INSTRUCTIONS TO FOLLOW: Within the listing below, locate all lines containing the word "Ames". Copy each one.

:::::

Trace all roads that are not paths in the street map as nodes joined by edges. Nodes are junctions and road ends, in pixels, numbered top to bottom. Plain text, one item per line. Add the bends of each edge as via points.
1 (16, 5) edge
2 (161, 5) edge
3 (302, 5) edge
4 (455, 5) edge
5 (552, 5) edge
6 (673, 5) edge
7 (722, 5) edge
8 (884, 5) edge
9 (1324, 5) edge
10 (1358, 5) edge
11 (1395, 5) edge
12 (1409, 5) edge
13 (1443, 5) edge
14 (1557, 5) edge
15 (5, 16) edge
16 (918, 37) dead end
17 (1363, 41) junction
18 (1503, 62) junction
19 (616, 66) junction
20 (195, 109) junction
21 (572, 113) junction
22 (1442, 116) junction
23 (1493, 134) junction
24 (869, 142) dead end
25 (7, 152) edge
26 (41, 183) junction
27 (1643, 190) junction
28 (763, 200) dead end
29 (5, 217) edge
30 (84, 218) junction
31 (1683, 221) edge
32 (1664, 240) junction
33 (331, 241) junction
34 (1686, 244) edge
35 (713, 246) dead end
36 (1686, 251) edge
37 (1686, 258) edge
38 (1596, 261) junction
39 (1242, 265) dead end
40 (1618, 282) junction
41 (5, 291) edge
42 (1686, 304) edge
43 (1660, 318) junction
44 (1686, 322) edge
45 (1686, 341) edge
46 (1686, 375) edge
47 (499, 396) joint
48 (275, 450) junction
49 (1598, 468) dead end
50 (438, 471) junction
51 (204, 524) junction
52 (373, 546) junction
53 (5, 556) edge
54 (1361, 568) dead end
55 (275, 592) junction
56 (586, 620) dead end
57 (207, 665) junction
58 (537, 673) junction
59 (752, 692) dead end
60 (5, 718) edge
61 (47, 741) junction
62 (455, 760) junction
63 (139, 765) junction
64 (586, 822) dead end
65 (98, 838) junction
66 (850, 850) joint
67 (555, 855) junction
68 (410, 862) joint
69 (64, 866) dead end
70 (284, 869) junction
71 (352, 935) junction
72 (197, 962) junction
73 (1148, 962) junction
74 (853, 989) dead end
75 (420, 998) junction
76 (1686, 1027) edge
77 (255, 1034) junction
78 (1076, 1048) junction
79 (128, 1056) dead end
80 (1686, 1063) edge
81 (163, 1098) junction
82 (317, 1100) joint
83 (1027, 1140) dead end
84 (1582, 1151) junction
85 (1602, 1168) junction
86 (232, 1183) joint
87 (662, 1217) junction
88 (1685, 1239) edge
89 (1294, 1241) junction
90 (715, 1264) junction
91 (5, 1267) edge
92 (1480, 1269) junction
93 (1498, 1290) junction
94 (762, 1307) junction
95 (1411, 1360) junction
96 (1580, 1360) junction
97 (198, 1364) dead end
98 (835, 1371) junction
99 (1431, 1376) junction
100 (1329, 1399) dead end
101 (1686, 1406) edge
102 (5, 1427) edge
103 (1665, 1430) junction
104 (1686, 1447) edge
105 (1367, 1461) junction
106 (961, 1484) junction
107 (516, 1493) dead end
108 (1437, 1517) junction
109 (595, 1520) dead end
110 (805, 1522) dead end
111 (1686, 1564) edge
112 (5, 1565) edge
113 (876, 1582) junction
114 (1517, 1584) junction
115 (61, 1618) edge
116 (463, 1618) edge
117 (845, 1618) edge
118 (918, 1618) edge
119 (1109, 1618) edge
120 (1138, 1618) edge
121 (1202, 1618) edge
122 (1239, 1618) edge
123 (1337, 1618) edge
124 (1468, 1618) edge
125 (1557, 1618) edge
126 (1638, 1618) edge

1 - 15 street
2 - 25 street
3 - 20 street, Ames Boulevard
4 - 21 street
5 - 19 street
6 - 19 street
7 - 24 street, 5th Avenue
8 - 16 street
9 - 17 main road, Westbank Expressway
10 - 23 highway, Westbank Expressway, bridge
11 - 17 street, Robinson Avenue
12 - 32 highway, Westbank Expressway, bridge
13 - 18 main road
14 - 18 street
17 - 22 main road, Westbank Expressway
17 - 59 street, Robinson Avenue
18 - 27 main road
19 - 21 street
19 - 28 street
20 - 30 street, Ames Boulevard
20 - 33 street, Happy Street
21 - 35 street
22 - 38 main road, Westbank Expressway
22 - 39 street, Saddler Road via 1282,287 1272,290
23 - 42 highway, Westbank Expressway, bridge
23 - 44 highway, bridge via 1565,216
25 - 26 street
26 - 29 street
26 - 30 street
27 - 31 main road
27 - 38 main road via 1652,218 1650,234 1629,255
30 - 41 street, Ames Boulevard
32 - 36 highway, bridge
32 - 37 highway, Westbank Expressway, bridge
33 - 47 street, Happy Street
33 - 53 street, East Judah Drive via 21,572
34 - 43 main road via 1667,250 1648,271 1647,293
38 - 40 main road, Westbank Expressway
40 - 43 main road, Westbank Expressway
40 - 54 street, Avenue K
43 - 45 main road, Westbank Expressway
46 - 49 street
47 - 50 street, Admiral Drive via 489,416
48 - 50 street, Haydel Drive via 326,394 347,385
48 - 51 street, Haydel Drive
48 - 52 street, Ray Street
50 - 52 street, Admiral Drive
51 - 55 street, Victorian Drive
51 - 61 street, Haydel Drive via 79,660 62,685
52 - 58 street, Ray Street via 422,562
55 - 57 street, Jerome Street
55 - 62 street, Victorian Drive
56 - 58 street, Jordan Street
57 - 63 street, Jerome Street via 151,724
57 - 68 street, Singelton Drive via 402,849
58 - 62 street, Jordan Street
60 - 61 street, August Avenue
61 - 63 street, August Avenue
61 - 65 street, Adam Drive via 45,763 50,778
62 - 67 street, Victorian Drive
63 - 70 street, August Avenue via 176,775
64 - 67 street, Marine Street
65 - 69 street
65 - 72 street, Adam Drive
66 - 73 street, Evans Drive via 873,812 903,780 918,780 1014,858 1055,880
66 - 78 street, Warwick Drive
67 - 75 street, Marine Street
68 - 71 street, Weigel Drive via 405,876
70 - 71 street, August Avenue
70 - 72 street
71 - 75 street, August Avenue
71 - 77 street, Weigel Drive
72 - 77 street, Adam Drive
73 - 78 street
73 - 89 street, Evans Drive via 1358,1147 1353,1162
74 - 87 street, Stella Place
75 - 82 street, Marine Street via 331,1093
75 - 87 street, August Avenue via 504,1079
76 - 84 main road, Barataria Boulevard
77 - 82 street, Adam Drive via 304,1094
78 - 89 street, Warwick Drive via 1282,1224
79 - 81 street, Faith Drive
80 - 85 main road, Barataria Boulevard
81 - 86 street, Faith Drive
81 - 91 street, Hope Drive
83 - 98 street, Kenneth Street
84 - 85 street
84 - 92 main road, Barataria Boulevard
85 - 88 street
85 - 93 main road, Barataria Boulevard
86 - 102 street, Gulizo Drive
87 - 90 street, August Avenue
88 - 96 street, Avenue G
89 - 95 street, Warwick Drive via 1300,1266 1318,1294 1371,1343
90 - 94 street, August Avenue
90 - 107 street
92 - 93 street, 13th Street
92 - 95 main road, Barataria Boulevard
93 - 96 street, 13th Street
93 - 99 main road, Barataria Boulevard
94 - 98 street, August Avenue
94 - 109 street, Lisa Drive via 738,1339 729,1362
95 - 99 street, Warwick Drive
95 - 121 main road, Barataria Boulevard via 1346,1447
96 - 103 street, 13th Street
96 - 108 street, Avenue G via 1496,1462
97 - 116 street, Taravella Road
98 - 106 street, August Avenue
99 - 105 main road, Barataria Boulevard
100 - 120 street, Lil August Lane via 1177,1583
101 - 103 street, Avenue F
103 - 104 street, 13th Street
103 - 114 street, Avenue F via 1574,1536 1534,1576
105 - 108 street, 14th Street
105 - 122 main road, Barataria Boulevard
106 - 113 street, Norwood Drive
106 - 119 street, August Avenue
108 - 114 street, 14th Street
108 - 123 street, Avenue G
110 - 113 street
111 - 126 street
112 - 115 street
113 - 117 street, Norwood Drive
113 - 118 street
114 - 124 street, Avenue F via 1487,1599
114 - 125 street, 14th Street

:::::

RESULT OF THE TASK:
3 - 20 street, Ames Boulevard
20 - 30 street, Ames Boulevard
30 - 41 street, Ames Boulevard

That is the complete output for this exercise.